Some even think the central bank's policy-setting Federal Open Market Committee could announce action at its September 20-21 meeting.
"The recent economic data, including the August employment data, is not going to sit well with the FOMC and will provide support for the majority of policymakers who want policy to remain extraordinarily accommodative," said Thomas Simons, money market economist at Jefferies & Co in New York.
"All of this increases our confidence in our expectation that the FOMC will decide to implement an extension of the Fed's securities portfolio at the September 20-21 FOMC meeting in an effort to flatten the yield curve," Simons said.
The median of forecasts from 16 of 20 primary dealers ascribed an 80 percent chance the Fed will pump money into the economy by selling shorter-dated Treasuries it holds and buy longer-dated bonds in the next six months.
Investors have already been discussing such a move, which they have dubbed Operation Twist.
The market's reaction was also clear, with shorter-dated Treasuries selling off and 30-year bonds posting the biggest single-day dip in yield in nearly a month.
Friday's payrolls report -- which showed the economy failed to create jobs for the first time in nearly a year -- added to recent evidence the United States could be headed back into recession.
"Today's disappointing payroll results bolster the arguments of those FOMC members that have spoken in favor of additional accommodation. We continue to look for the Fed to extend the maturity of its $1.7 trillion Treasury portfolio as an initial easing step. The announcement of such a move is likely to come in the September 21 FOMC policy statement," said Dana Saporta, economist with Credit Suisse in New York.
Economists at primary dealers -- the 20 large financial institutions that do business directly with the Fed -- are also upping the chances the Fed will fire up a QE3 program to expand its balance sheet by buying longer-dated Treasuries on the open market.
The median of forecasts from 16 of the 20 primary dealers gives a 45 percent chance the Fed will do a QE3 program in the next six months. A similar poll on August 9 gave QE3 a 37.5 percent chance over the next six months.
"We anticipated a recession even before the August payrolls, and the fact that the recent loss of confidence has already permeated into hiring decisions only reinforces that expectation," said Julia Coronado, economist North America at BNP Paribas in New York.

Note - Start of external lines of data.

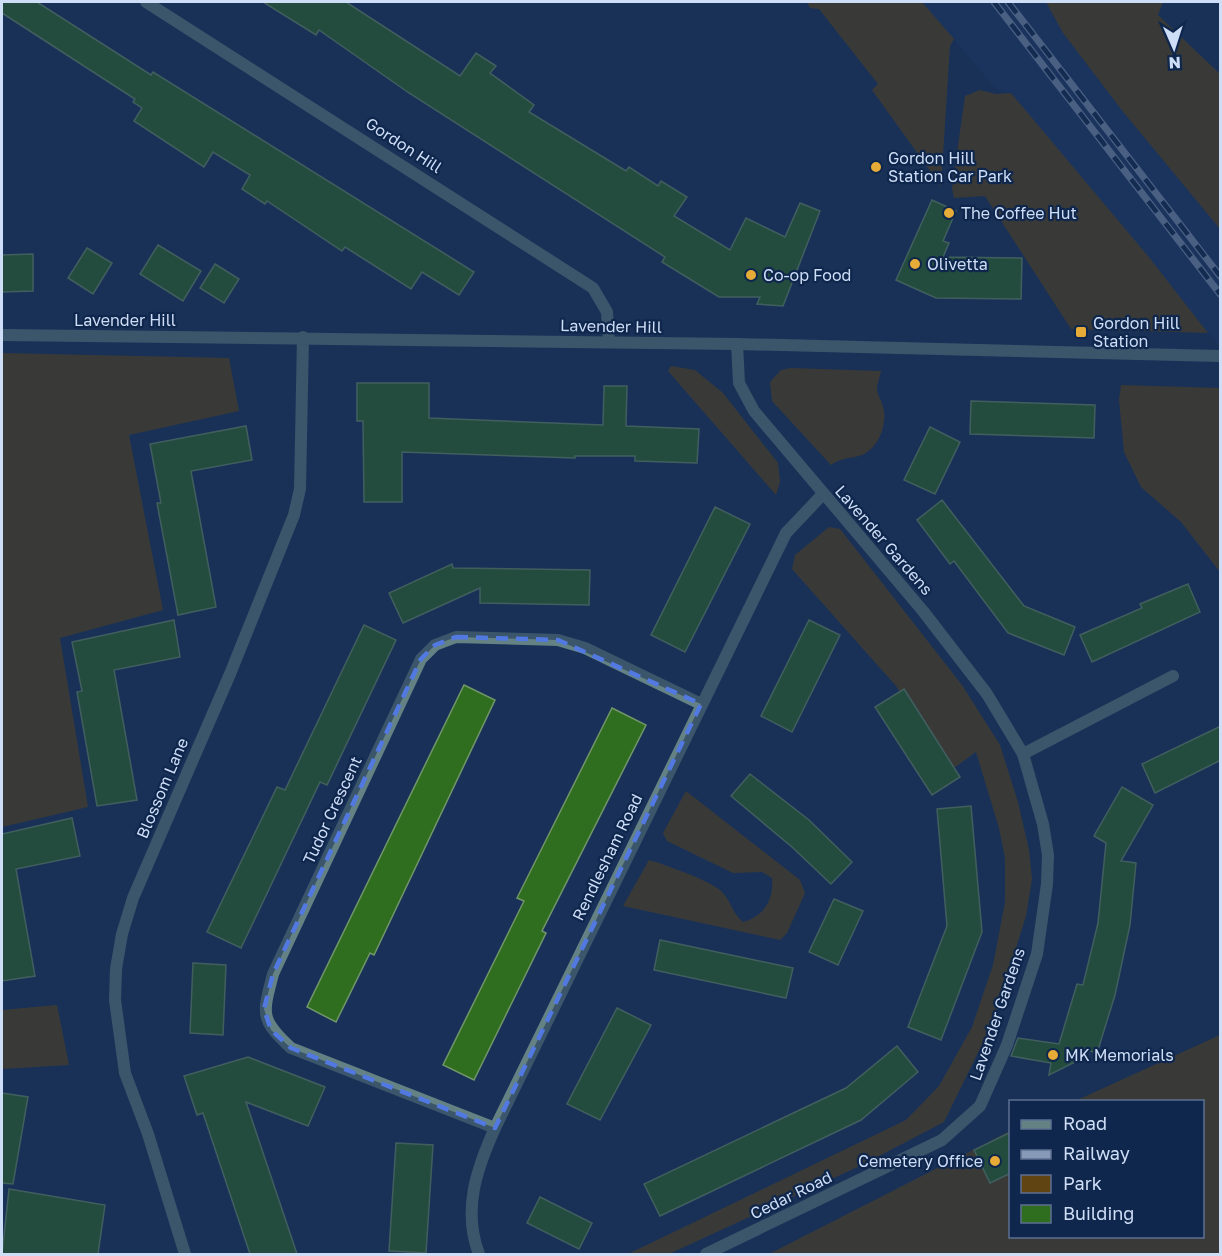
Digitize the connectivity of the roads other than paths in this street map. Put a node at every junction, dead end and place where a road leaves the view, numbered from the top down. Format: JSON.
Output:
{"nodes":[{"id":1,"x":146,"y":2,"type":"edge"},
{"id":2,"x":2,"y":334,"type":"edge"},
{"id":3,"x":303,"y":337,"type":"junction"},
{"id":4,"x":609,"y":342,"type":"junction"},
{"id":5,"x":737,"y":344,"type":"junction"},
{"id":6,"x":1221,"y":356,"type":"edge"},
{"id":7,"x":823,"y":494,"type":"junction"},
{"id":8,"x":1173,"y":676,"type":"dead end"},
{"id":9,"x":701,"y":704,"type":"junction"},
{"id":10,"x":1023,"y":754,"type":"junction"},
{"id":11,"x":980,"y":1106,"type":"joint"},
{"id":12,"x":495,"y":1128,"type":"junction"},
{"id":13,"x":185,"y":1254,"type":"edge"},
{"id":14,"x":479,"y":1254,"type":"edge"},
{"id":15,"x":706,"y":1254,"type":"edge"}],
"edges":[{"from":1,"to":4,"type":"street","name":"Gordon Hill"},
{"from":2,"to":3,"type":"street","name":"Lavender Hill"},
{"from":3,"to":4,"type":"street","name":"Lavender Hill"},
{"from":3,"to":13,"type":"street","name":"Blossom Lane"},
{"from":4,"to":5,"type":"street","name":"Lavender Hill"},
{"from":5,"to":6,"type":"street","name":"Lavender Hill"},
{"from":5,"to":7,"type":"street","name":"Lavender Gardens"},
{"from":7,"to":9,"type":"street","name":"Rendlesham Road"},
{"from":7,"to":10,"type":"street","name":"Lavender Gardens"},
{"from":8,"to":10,"type":"street"},
{"from":9,"to":12,"type":"street","name":"Rendlesham Road"},
{"from":9,"to":12,"type":"street","name":"Tudor Crescent"},
{"from":10,"to":11,"type":"street","name":"Lavender Gardens"},
{"from":11,"to":15,"type":"street","name":"Cedar Road"},
{"from":12,"to":14,"type":"street","name":"Rendlesham Road"}]}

"We don't think the Fed will hesitate to initiate QE3 at the September meeting and we believe an outright expansion of the balance sheet would be more effective than the duration extension currently under consideration." Julia Coronado, economist North America at BNP Paribas in New York.
In the most recent Fed expansion of its balance sheet, known as QE2, the central bank bought $600 billion of Treasuries in a program that wound up in June.
Economists are also scaling back their expectations for U.S. growth, with the median of forecasts from 15 primary dealers putting 2011 annualized gross domestic product at 1.6 percent year over year, down from 1.7 percent in the August 9 poll.
As a comparison, the government estimated gross domestic product grew by 3 percent in 2010.
The median of forecasts from 15 primary dealers was a 32.15 percent chance the United States will fall into another recession in the next year, up slightly from 30 percent in the August 9 poll.